Stored data entries
◆ ◆ ◆ ◆ ◆

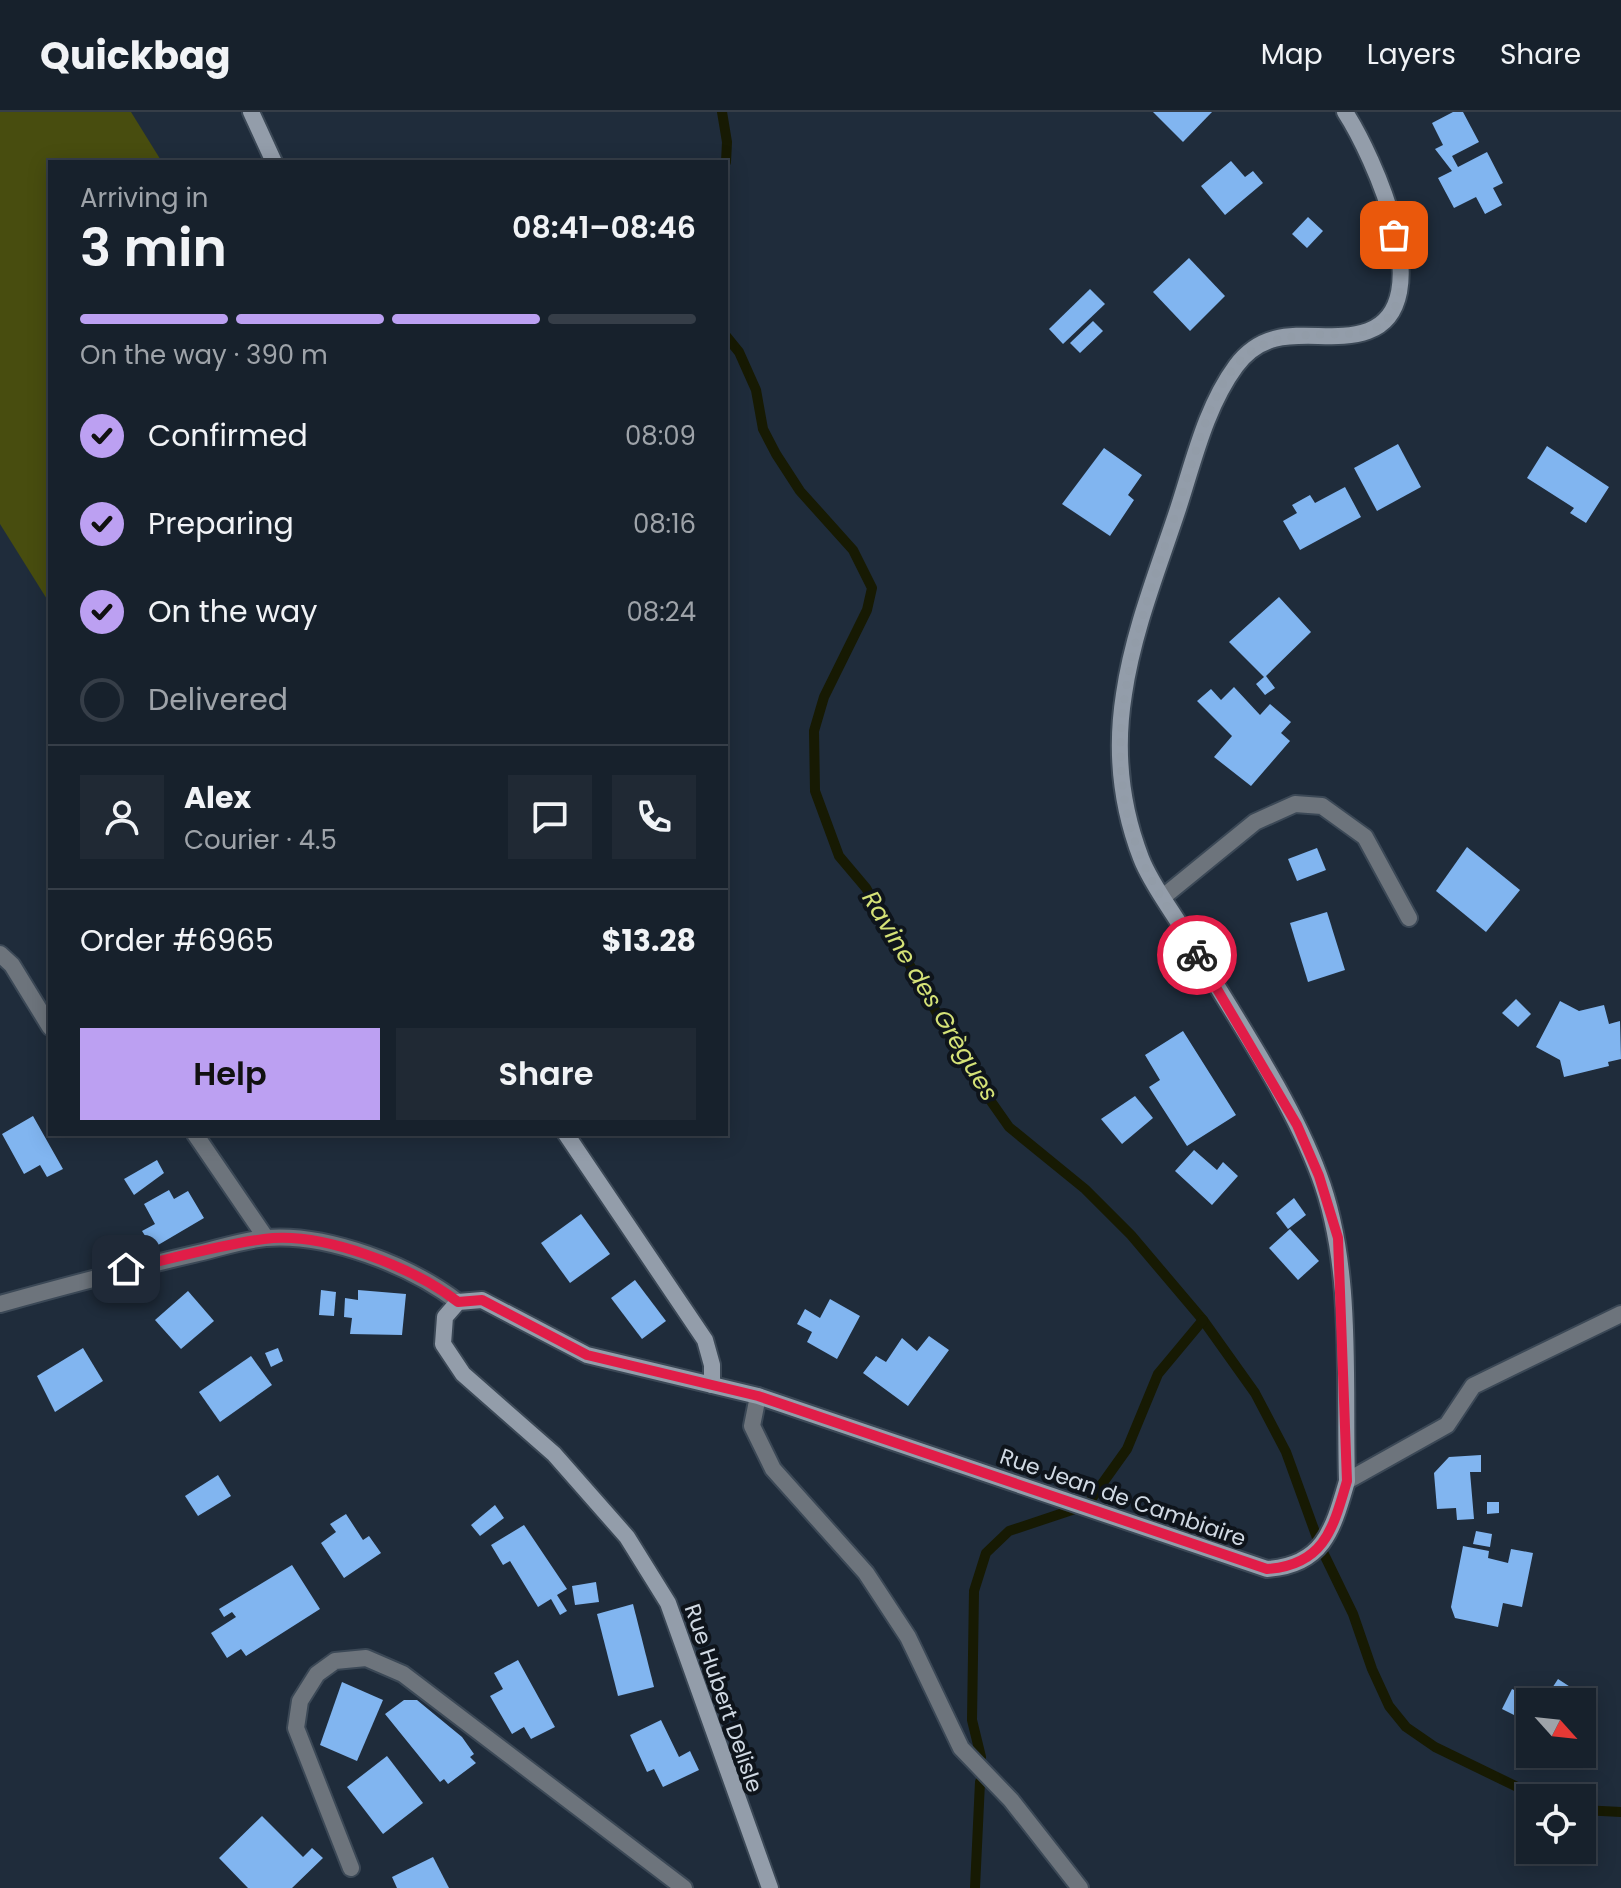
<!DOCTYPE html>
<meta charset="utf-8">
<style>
body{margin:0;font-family:Poppins,sans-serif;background:#202934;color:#f1f3f6;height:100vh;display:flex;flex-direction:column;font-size:30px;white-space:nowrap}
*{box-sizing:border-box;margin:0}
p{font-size:26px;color:#9ea3a9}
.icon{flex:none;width:44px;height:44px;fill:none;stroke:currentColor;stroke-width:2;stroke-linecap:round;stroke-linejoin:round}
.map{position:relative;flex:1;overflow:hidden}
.sheet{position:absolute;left:48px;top:48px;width:680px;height:976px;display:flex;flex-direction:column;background:#17212c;border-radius:0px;box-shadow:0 4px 20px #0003,0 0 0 2px #363e48}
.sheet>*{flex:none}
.needle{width:52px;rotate:117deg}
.controls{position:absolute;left:1516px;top:1576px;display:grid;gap:16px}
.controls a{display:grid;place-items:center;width:80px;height:80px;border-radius:0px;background:#17212c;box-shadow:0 4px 20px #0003,0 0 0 2px #363e48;font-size:40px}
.pin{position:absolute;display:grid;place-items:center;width:68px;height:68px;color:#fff;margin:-34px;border-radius:16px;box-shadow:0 4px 12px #0006}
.courier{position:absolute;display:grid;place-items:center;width:80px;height:80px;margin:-40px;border:6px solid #e11d48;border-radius:50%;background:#fff;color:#222;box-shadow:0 2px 10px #0007}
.overview em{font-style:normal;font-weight:600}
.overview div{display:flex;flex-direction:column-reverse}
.overview{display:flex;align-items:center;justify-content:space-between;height:136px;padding:0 32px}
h1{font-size:52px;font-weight:600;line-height:60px}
.bar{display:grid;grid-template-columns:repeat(4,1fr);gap:12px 8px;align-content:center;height:96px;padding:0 32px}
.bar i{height:10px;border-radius:6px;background:#363e48}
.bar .active{background:#bca0f2}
.bar p{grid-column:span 4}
.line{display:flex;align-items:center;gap:20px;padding:0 32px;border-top:2px solid #363e48}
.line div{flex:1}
.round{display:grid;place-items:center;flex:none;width:84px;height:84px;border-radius:0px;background:#202934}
ol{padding:0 32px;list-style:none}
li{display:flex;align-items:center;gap:24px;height:88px}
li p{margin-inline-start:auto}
li .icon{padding:8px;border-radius:50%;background:#bca0f2;color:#111;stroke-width:4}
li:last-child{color:#9ea3a9}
li i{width:44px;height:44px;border:4px solid #363e48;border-radius:50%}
.cta{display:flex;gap:16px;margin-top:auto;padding:16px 32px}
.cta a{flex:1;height:92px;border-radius:0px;background:#bca0f2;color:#111;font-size:32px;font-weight:600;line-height:92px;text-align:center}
.cta a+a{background:#202934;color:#f1f3f6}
header{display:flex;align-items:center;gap:48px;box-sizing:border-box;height:112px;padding:0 40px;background:#17212c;border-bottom:2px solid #363e48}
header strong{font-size:38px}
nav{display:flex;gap:44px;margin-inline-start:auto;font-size:28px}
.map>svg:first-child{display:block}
.green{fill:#484d0f}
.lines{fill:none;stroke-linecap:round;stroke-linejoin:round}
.stream{stroke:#171a03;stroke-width:10}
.building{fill:#81b5f0}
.lane-casing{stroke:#3b4856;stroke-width:20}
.street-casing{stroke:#3b4856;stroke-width:20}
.secondary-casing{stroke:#3b4856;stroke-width:20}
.lane{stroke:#6d747c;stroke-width:16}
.street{stroke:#6d747c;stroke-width:16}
.secondary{stroke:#939daa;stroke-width:16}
.done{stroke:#929ca8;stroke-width:8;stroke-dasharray:0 14.4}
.route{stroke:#e11d48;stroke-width:10}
.labels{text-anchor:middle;stroke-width:8;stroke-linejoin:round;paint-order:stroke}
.street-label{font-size:22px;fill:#d0d9e3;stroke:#0e141b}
.water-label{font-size:24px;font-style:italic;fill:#d5e277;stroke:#0e141b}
</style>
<header>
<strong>Quickbag</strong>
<nav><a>Map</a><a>Layers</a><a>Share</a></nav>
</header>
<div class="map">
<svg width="1621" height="1776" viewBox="0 0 1621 1776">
<rect width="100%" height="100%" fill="#1f2c3b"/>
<!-- green -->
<path class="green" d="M0 0H131L162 50H50V492L0 412Z"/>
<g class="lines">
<!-- stream -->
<g class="stream">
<path d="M722 0 727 30 726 50"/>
<path d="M726 224 739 240 756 278 763 317 776 342 800 379 853 438 872 476 867 498 824 585 814 619 815 679 839 744 866 776 969 958 1009 1015 1085 1077 1131 1123 1203 1208 1255 1281 1286 1340 1320 1434 1353 1502 1372 1557 1389 1594 1406 1615 1435 1635 1540 1686"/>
<path d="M981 1645 972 1608 974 1479 986 1441 1009 1419 1087 1393 1127 1337 1158 1262 1203 1208"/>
<path d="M1582 1698 1621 1700"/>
<path d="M975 1776 980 1670"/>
</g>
</g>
<!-- building -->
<g class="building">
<path d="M1153 0H1212L1183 30Z"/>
<path d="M1453 0H1463L1479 30 1452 44 1458 55 1487 40 1503 71 1493 76 1502 93 1485 102 1476 85 1454 96 1438 66 1452 59 1435 37 1443 33 1432 11Z"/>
<path d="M1231 49 1245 65 1253 59 1263 71 1225 103 1201 74Z"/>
<path d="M1308 105 1323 119 1307 136 1292 122Z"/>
<path d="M1189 146 1225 184 1190 219 1153 180Z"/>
<path d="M1090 177 1105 192 1063 232 1049 217Z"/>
<path d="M1093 209 1103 219 1080 241 1070 231Z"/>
<path d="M1398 332 1421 375 1377 399 1354 356Z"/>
<path d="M1547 334 1609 375 1586 411 1570 401 1574 396 1527 366Z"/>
<path d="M1104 336 1142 363 1128 383 1134 388 1110 424 1062 392Z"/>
<path d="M1345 375 1361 405 1300 438 1283 409 1297 401 1292 393 1310 383 1315 391Z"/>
<path d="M1279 485 1311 520 1266 564 1275 576 1265 583 1256 572 1264 565 1229 530Z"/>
<path d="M1234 575 1260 603 1270 592 1291 610 1281 621 1290 629 1251 674 1214 645 1232 624 1197 589 1211 577 1221 588Z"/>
<path d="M1467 735 1520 778 1486 820 1436 779Z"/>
<path d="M1317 736 1326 758 1297 769 1288 747Z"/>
<path d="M1327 800 1345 858 1308 870 1290 811Z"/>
<path d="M1516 887 1531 902 1518 915 1502 901Z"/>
<path d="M1560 889 1579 899 1604 893 1609 912 1620 909 1621 947 1608 950 1609 954 1564 965 1560 948 1536 935Z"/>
<path d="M1183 919 1236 1003 1187 1034 1149 975 1160 968 1145 943Z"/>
<path d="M1135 984 1153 1006 1122 1032 1101 1007Z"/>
<path d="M33 1004 63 1057 47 1065 40 1053 24 1062 2 1022Z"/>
<path d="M1194 1038 1217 1058 1223 1050 1238 1064 1212 1093 1175 1059Z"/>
<path d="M157 1048 164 1061 134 1083 124 1067Z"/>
<path d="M169 1078 174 1087 188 1079 204 1106 153 1136 142 1119 155 1112 144 1092Z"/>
<path d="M1294 1086 1306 1103 1288 1117 1276 1101Z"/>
<path d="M581 1102 610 1142 570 1171 541 1131Z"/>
<path d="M1290 1117 1319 1149 1298 1168 1269 1136Z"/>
<path d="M635 1168 666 1209 642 1227 611 1186Z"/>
<path d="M321 1178 336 1180 334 1204 319 1203Z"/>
<path d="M358 1178 406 1182 402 1223 350 1222 352 1206 344 1205 345 1186 358 1188Z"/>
<path d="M188 1179 214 1209 181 1237 155 1208Z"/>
<path d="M830 1187 860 1204 837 1247 807 1230 812 1220 797 1212 805 1197 820 1206Z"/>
<path d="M929 1224 949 1238 908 1294 863 1261 876 1244 886 1250 902 1226 917 1239Z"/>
<path d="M83 1236 103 1269 55 1300 37 1264Z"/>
<path d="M278 1236 283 1249 271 1255 265 1241Z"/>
<path d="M251 1244 272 1273 220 1310 199 1280Z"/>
<path d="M1481 1343V1360H1470L1474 1407 1457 1408 1456 1396 1437 1397 1434 1361 1449 1345Z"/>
<path d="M218 1363 231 1384 198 1404 185 1384Z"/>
<path d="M1487 1390H1499V1401L1487 1402Z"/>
<path d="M495 1393 504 1406 480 1424 471 1413Z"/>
<path d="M346 1402 363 1428 369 1424 381 1441 344 1466 321 1431 336 1420 330 1412Z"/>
<path d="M524 1413 567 1477 557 1483 567 1499 560 1503 551 1487 538 1495 510 1449 503 1453 491 1433Z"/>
<path d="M1476 1419 1492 1422 1490 1435 1473 1432Z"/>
<path d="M1463 1434 1489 1439 1488 1446 1508 1451 1511 1437 1533 1441 1522 1495 1503 1491 1498 1515 1455 1506 1451 1495Z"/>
<path d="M292 1453 320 1497 246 1544 241 1537 227 1546 211 1521 236 1505 232 1500 224 1505 219 1497Z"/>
<path d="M596 1470 599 1490 575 1493 572 1474Z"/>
<path d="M633 1492 654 1575 618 1584 597 1502Z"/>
<path d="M518 1548 555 1615 531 1627 524 1615 512 1622 490 1584 503 1577 494 1561Z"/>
<path d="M1558 1567 1595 1591 1582 1612V1590H1543Z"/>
<path d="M342 1570 383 1588 357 1649 320 1633Z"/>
<path d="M1512 1577 1539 1590H1530L1526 1609 1502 1597Z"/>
<path d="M404 1588H417L462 1625 474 1642 470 1645 476 1651 448 1672 444 1667 440 1670 385 1602Z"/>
<path d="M661 1608 679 1645 690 1639 699 1658 663 1675 654 1657 647 1660 630 1623Z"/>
<path d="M387 1644 423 1691 383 1722 347 1675Z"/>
<path d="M262 1704 303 1745 312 1736 323 1746 292 1776H248L219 1746Z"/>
<path d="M433 1745 449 1776H397L392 1765Z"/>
</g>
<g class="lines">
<defs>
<path id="lane" d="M1163 785 1255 710 1295 692 1322 694 1365 725 1409 806"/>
<g id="street">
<path d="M0 842 12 853 50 915"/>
<path d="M195 1022 266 1126"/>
<path d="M0 1192C65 1174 129 1157 194 1142 217 1137 242 1128 266 1126 327 1121 410 1153 458 1190"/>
<path d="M758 1284 752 1314 773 1357 866 1461 908 1525 961 1636 1011 1688 1080 1776"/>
<path d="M1347 1369 1447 1313 1473 1274 1621 1202"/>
<path d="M351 1756 296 1616 300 1589 317 1562 335 1549 366 1546 403 1562 684 1776"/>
</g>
<g id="secondary">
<path d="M251 0 274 50"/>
<path d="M566 1022 705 1228 712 1253V1273"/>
<path d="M770 1776 668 1491 627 1425 554 1342 463 1262 443 1232 445 1205 458 1190 482 1188 587 1243 758 1284 1267 1457C1324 1453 1333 1417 1347 1369 1344 1271 1354 1155 1319 1063 1289 982 1229 897 1185 821 1171 797 1151 772 1141 746 1121 694 1115 638 1124 582 1133 520 1157 460 1177 400 1193 352 1205 296 1236 254 1273 204 1325 235 1368 219 1441 192 1373 43 1345 0"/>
</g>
</defs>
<!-- lane casing -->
<use href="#lane" class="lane-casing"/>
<!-- street casing -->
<use href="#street" class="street-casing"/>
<!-- secondary casing -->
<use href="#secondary" class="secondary-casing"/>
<!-- lane -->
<use href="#lane" class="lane"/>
<!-- street -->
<use href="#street" class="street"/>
<!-- secondary -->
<use href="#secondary" class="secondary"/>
</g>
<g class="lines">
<!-- done -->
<path class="done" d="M1197 843C1179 812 1156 781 1142 748 1091 628 1142 505 1180 389 1194 349 1209 281 1239 250 1285 202 1357 239 1386 208 1409 183 1400 153 1394 123"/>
<!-- route -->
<path class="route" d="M126 1157C171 1147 218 1133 264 1127 322 1119 413 1155 458 1190L482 1188 587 1243 758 1284 1267 1457C1324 1453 1333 1417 1347 1369L1338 1126 1319 1064 1297 1013 1197 843"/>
</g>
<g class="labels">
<!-- street labels -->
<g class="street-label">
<text transform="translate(1123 1385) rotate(19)" y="8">Rue Jean de Cambiaire</text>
<text transform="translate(724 1586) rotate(71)" y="8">Rue Hubert Delisle</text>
</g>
<!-- water labels -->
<g class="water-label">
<text transform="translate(930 884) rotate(59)" y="8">Ravine des Grègues</text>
</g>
</g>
</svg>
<div class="controls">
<a><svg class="needle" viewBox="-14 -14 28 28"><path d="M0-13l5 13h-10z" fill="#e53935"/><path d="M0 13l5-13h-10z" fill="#9ea3a9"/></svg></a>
<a><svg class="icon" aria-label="locate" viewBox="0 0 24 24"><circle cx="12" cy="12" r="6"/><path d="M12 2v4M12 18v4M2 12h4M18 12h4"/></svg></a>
</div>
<div class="pin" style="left:1394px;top:123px;background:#ea580c"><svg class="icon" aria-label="bag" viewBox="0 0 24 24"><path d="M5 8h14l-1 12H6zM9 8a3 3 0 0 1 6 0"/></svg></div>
<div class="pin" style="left:126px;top:1157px;background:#1f2937"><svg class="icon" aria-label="home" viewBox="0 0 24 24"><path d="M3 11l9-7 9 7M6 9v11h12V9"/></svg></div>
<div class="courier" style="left:1197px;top:843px"><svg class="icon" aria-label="bike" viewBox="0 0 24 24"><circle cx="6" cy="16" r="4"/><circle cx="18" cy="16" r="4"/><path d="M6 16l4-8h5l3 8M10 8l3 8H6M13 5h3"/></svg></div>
<section class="sheet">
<div class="overview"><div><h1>3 min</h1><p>Arriving in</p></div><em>08:41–08:46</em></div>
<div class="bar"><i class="active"></i><i class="active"></i><i class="active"></i><i></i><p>On the way · 390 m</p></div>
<ol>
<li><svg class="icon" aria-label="check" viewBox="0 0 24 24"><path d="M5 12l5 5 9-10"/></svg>Confirmed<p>08:09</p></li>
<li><svg class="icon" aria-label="check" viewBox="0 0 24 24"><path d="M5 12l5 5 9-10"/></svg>Preparing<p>08:16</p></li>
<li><svg class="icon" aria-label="check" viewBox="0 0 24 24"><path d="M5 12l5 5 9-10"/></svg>On the way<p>08:24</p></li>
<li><i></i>Delivered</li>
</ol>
<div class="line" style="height:144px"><a class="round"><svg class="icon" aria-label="person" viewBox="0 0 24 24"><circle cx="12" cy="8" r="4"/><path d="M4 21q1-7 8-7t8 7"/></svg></a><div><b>Alex</b><p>Courier · 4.5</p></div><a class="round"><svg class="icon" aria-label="chat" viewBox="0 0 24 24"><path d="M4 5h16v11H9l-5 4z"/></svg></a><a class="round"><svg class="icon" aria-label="phone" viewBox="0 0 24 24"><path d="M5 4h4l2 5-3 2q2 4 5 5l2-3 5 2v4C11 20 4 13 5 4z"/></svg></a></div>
<div class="line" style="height:104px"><div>Order #6965</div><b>$13.28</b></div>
<div class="cta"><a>Help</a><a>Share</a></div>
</section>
</div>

◆ ◆ ◆ ◆ ◆

TRY IT
From the entries above, copy every line containing the word "overview".

SOLUTION TO THE EXERCISE
.overview em{font-style:normal;font-weight:600}
.overview div{display:flex;flex-direction:column-reverse}
.overview{display:flex;align-items:center;justify-content:space-between;height:136px;padding:0 32px}
<div class="overview"><div><h1>3 min</h1><p>Arriving in</p></div><em>08:41–08:46</em></div>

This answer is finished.